**ASSIGNMENT:** This exercise needs all of the entries set down again, exactly as they read.

-------- EXCERPTED DATA

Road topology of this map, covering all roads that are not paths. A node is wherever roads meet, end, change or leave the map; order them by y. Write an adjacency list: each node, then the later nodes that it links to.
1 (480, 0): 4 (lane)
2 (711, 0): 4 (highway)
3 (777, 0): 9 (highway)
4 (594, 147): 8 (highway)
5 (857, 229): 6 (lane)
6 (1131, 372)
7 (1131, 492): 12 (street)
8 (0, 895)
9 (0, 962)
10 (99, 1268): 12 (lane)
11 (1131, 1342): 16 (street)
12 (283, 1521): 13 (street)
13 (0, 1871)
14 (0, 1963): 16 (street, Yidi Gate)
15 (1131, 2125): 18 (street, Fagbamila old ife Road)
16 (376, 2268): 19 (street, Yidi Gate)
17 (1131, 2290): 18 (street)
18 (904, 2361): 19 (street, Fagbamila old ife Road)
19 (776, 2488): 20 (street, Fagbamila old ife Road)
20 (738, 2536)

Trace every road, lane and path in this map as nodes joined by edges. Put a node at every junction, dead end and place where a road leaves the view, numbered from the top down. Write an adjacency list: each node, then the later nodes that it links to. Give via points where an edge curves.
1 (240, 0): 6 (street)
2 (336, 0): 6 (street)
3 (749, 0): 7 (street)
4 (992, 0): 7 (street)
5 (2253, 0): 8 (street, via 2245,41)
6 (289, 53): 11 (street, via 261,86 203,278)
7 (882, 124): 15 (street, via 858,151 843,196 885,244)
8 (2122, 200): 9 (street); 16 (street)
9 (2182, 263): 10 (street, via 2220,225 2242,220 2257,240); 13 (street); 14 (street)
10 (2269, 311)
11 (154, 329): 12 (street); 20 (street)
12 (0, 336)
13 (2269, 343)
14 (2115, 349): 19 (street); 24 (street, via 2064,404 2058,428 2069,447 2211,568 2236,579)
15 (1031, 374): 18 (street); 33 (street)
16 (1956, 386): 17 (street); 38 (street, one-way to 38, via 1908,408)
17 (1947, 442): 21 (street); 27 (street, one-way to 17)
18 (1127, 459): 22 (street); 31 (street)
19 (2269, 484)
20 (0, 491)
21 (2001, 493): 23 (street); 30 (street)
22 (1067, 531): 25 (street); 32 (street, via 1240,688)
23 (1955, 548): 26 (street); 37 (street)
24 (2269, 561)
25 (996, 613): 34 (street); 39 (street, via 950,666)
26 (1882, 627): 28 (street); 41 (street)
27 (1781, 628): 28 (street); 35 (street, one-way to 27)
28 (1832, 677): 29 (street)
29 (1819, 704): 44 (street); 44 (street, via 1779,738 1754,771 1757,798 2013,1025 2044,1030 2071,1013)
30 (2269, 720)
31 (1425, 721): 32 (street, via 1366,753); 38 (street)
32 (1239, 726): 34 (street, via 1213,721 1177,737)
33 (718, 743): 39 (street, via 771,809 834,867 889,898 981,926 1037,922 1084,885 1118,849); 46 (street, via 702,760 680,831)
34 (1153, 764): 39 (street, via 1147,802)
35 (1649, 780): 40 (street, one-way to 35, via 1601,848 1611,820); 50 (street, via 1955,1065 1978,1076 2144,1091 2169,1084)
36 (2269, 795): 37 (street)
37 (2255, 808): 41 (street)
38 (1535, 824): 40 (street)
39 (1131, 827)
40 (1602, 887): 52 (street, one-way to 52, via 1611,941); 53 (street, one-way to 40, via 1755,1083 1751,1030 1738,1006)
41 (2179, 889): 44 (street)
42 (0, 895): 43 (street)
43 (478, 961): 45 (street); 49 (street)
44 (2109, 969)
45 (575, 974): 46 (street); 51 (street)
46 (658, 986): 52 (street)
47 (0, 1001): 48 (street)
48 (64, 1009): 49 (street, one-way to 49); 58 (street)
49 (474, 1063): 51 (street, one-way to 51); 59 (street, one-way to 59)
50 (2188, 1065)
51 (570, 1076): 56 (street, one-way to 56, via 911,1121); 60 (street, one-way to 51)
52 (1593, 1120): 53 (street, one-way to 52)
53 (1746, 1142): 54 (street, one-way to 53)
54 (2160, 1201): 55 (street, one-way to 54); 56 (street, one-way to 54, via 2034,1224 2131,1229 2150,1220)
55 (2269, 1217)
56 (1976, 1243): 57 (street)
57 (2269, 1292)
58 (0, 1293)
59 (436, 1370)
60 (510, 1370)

----------------

**TASK RESPONSE:**
Road topology of this map, covering all roads that are not paths. A node is wherever roads meet, end, change or leave the map; order them by y. Write an adjacency list: each node, then the later nodes that it links to.
1 (480, 0): 4 (lane)
2 (711, 0): 4 (highway)
3 (777, 0): 9 (highway)
4 (594, 147): 8 (highway)
5 (857, 229): 6 (lane)
6 (1131, 372)
7 (1131, 492): 12 (street)
8 (0, 895)
9 (0, 962)
10 (99, 1268): 12 (lane)
11 (1131, 1342): 16 (street)
12 (283, 1521): 13 (street)
13 (0, 1871)
14 (0, 1963): 16 (street, Yidi Gate)
15 (1131, 2125): 18 (street, Fagbamila old ife Road)
16 (376, 2268): 19 (street, Yidi Gate)
17 (1131, 2290): 18 (street)
18 (904, 2361): 19 (street, Fagbamila old ife Road)
19 (776, 2488): 20 (street, Fagbamila old ife Road)
20 (738, 2536)

Trace every road, lane and path in this map as nodes joined by edges. Put a node at every junction, dead end and place where a road leaves the view, numbered from the top down. Write an adjacency list: each node, then the later nodes that it links to. Give via points where an edge curves.
1 (240, 0): 6 (street)
2 (336, 0): 6 (street)
3 (749, 0): 7 (street)
4 (992, 0): 7 (street)
5 (2253, 0): 8 (street, via 2245,41)
6 (289, 53): 11 (street, via 261,86 203,278)
7 (882, 124): 15 (street, via 858,151 843,196 885,244)
8 (2122, 200): 9 (street); 16 (street)
9 (2182, 263): 10 (street, via 2220,225 2242,220 2257,240); 13 (street); 14 (street)
10 (2269, 311)
11 (154, 329): 12 (street); 20 (street)
12 (0, 336)
13 (2269, 343)
14 (2115, 349): 19 (street); 24 (street, via 2064,404 2058,428 2069,447 2211,568 2236,579)
15 (1031, 374): 18 (street); 33 (street)
16 (1956, 386): 17 (street); 38 (street, one-way to 38, via 1908,408)
17 (1947, 442): 21 (street); 27 (street, one-way to 17)
18 (1127, 459): 22 (street); 31 (street)
19 (2269, 484)
20 (0, 491)
21 (2001, 493): 23 (street); 30 (street)
22 (1067, 531): 25 (street); 32 (street, via 1240,688)
23 (1955, 548): 26 (street); 37 (street)
24 (2269, 561)
25 (996, 613): 34 (street); 39 (street, via 950,666)
26 (1882, 627): 28 (street); 41 (street)
27 (1781, 628): 28 (street); 35 (street, one-way to 27)
28 (1832, 677): 29 (street)
29 (1819, 704): 44 (street); 44 (street, via 1779,738 1754,771 1757,798 2013,1025 2044,1030 2071,1013)
30 (2269, 720)
31 (1425, 721): 32 (street, via 1366,753); 38 (street)
32 (1239, 726): 34 (street, via 1213,721 1177,737)
33 (718, 743): 39 (street, via 771,809 834,867 889,898 981,926 1037,922 1084,885 1118,849); 46 (street, via 702,760 680,831)
34 (1153, 764): 39 (street, via 1147,802)
35 (1649, 780): 40 (street, one-way to 35, via 1601,848 1611,820); 50 (street, via 1955,1065 1978,1076 2144,1091 2169,1084)
36 (2269, 795): 37 (street)
37 (2255, 808): 41 (street)
38 (1535, 824): 40 (street)
39 (1131, 827)
40 (1602, 887): 52 (street, one-way to 52, via 1611,941); 53 (street, one-way to 40, via 1755,1083 1751,1030 1738,1006)
41 (2179, 889): 44 (street)
42 (0, 895): 43 (street)
43 (478, 961): 45 (street); 49 (street)
44 (2109, 969)
45 (575, 974): 46 (street); 51 (street)
46 (658, 986): 52 (street)
47 (0, 1001): 48 (street)
48 (64, 1009): 49 (street, one-way to 49); 58 (street)
49 (474, 1063): 51 (street, one-way to 51); 59 (street, one-way to 59)
50 (2188, 1065)
51 (570, 1076): 56 (street, one-way to 56, via 911,1121); 60 (street, one-way to 51)
52 (1593, 1120): 53 (street, one-way to 52)
53 (1746, 1142): 54 (street, one-way to 53)
54 (2160, 1201): 55 (street, one-way to 54); 56 (street, one-way to 54, via 2034,1224 2131,1229 2150,1220)
55 (2269, 1217)
56 (1976, 1243): 57 (street)
57 (2269, 1292)
58 (0, 1293)
59 (436, 1370)
60 (510, 1370)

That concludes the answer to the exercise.